DIRECTIONS FOR THIS TASK:
Each line from the one containing "index tip: (813, 693)" through the final line of the data below must be repeated exactly.

[Structured pose outputs]
= = = = = = =

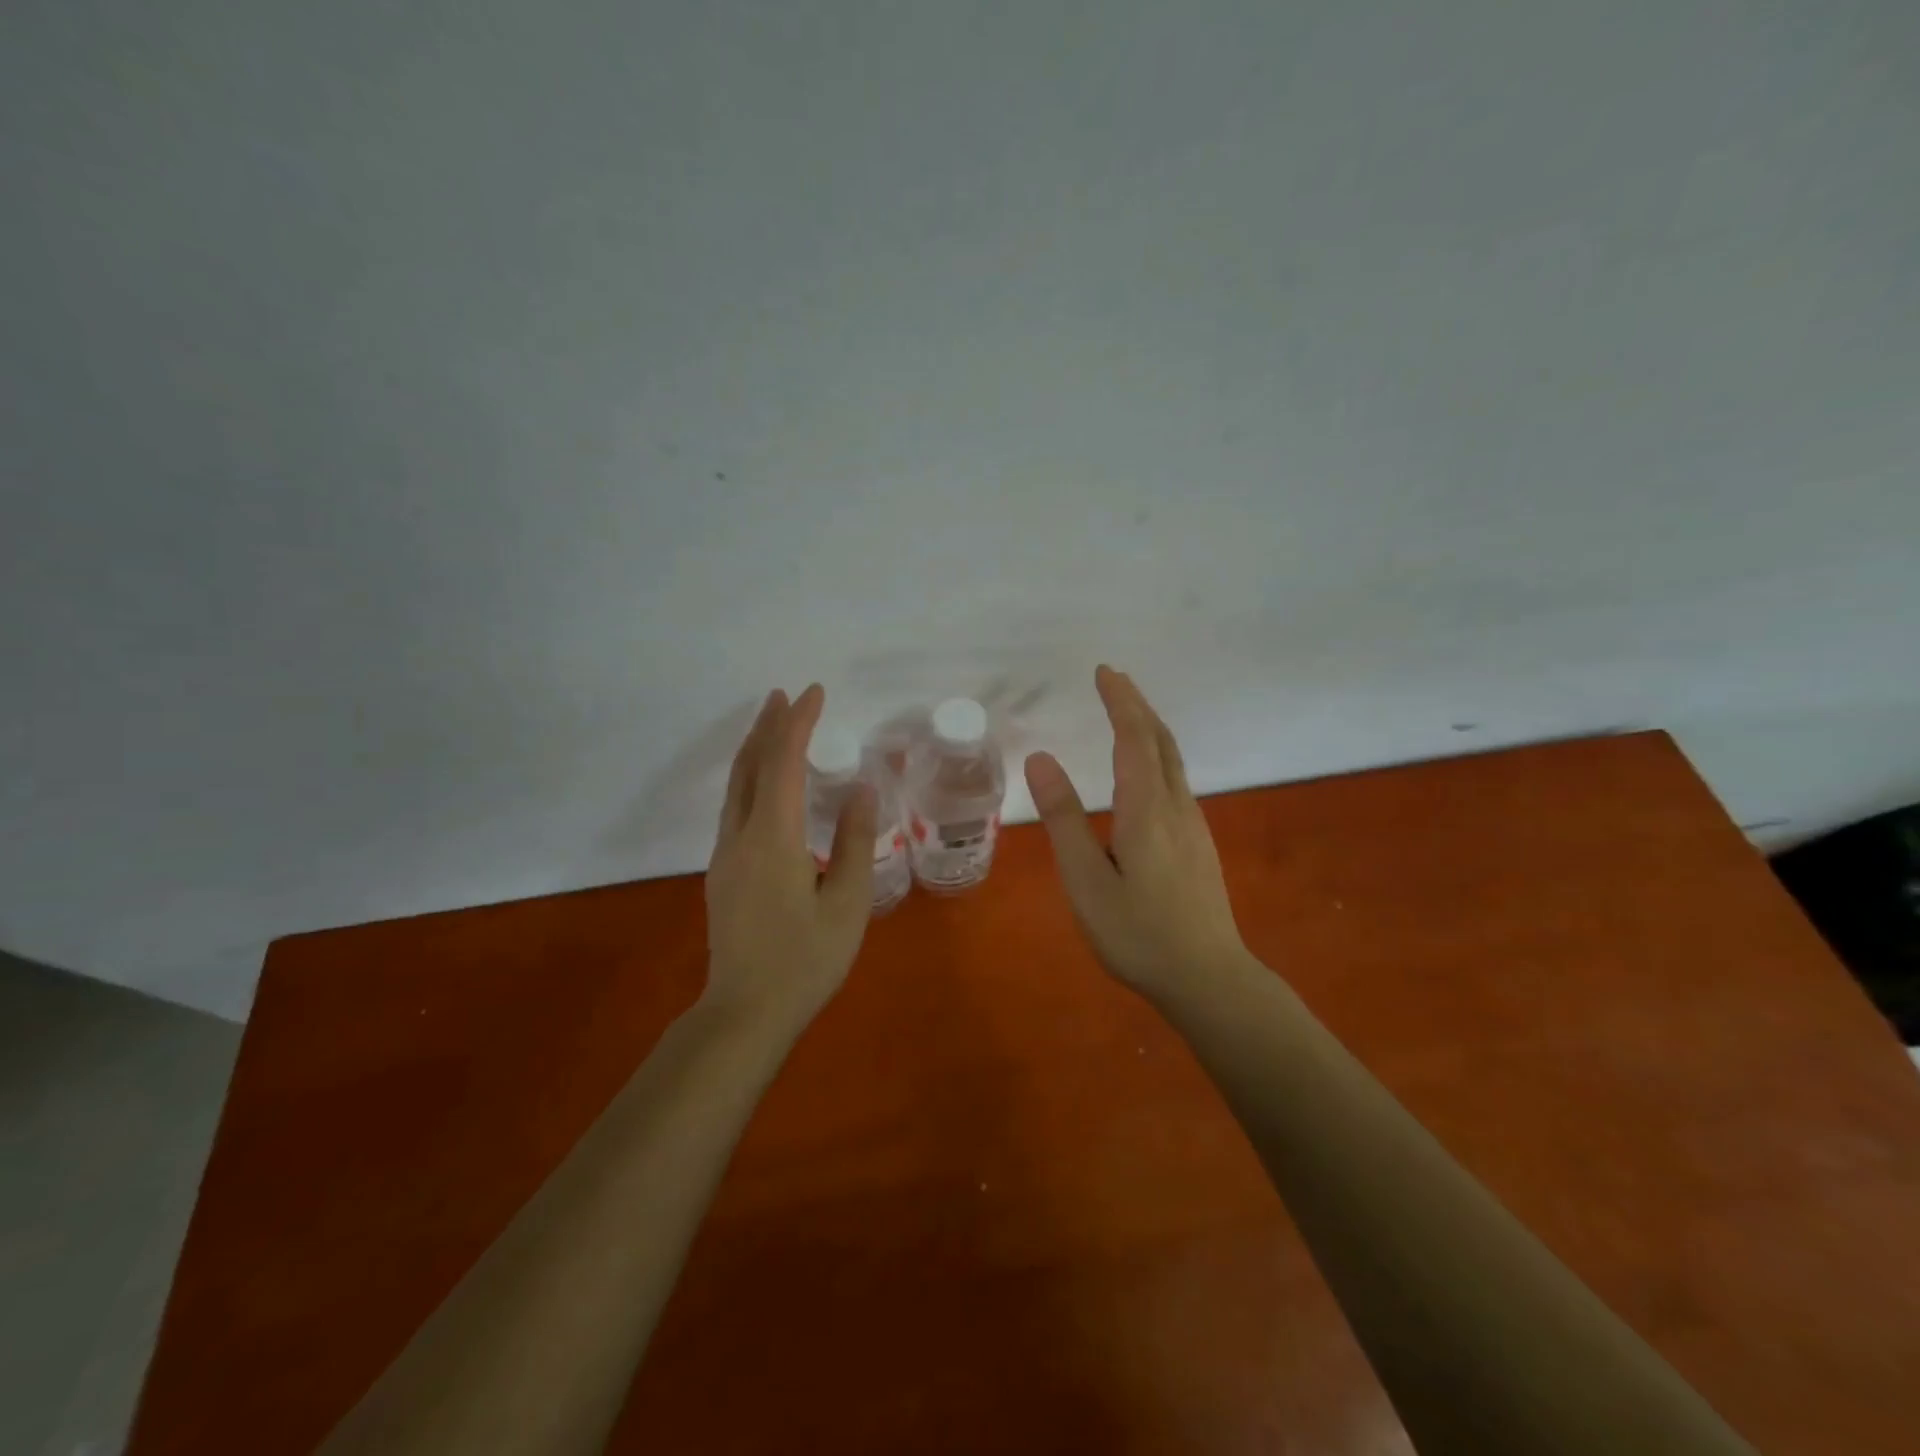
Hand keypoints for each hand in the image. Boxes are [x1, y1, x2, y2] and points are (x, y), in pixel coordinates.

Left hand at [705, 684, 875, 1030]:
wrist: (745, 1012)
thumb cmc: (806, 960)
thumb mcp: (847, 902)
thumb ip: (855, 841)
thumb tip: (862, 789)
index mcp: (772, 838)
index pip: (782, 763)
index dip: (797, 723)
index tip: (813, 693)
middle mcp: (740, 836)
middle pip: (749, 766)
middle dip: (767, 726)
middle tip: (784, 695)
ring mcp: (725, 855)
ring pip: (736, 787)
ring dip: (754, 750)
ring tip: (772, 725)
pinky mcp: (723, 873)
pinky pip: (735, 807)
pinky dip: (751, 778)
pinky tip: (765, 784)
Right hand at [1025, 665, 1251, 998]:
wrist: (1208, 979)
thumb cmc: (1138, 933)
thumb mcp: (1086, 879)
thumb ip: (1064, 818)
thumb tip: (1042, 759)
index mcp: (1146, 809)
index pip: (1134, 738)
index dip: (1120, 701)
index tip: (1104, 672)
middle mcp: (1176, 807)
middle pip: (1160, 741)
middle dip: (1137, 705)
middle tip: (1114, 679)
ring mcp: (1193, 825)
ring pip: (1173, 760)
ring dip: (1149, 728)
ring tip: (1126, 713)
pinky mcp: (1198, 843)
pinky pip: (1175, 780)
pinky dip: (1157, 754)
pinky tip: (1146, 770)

= = = = = = =

OUTPUT:
index tip: (813, 693)
middle mcp: (740, 836)
middle pip: (749, 766)
middle dip: (767, 726)
middle tip: (784, 695)
ring mcp: (725, 855)
ring pip: (736, 787)
ring dip: (754, 750)
ring tip: (772, 725)
pinky mcp: (723, 873)
pinky pip: (735, 807)
pinky dip: (751, 778)
pinky tip: (765, 784)
Right hand at [1025, 665, 1251, 998]:
wrist: (1208, 979)
thumb cmc: (1138, 933)
thumb mcp: (1086, 879)
thumb ip: (1064, 818)
thumb tip: (1042, 759)
index mcp: (1146, 809)
index pip: (1134, 738)
index dip: (1120, 701)
index tip: (1104, 672)
middle mcp: (1176, 807)
middle pip: (1160, 741)
middle dip: (1137, 705)
middle tip: (1114, 679)
ring mcp: (1193, 825)
ring pip: (1173, 760)
ring dip: (1149, 728)
ring tip: (1126, 713)
pinky mcp: (1198, 843)
pinky pip: (1175, 780)
pinky dip: (1157, 754)
pinky tip: (1146, 770)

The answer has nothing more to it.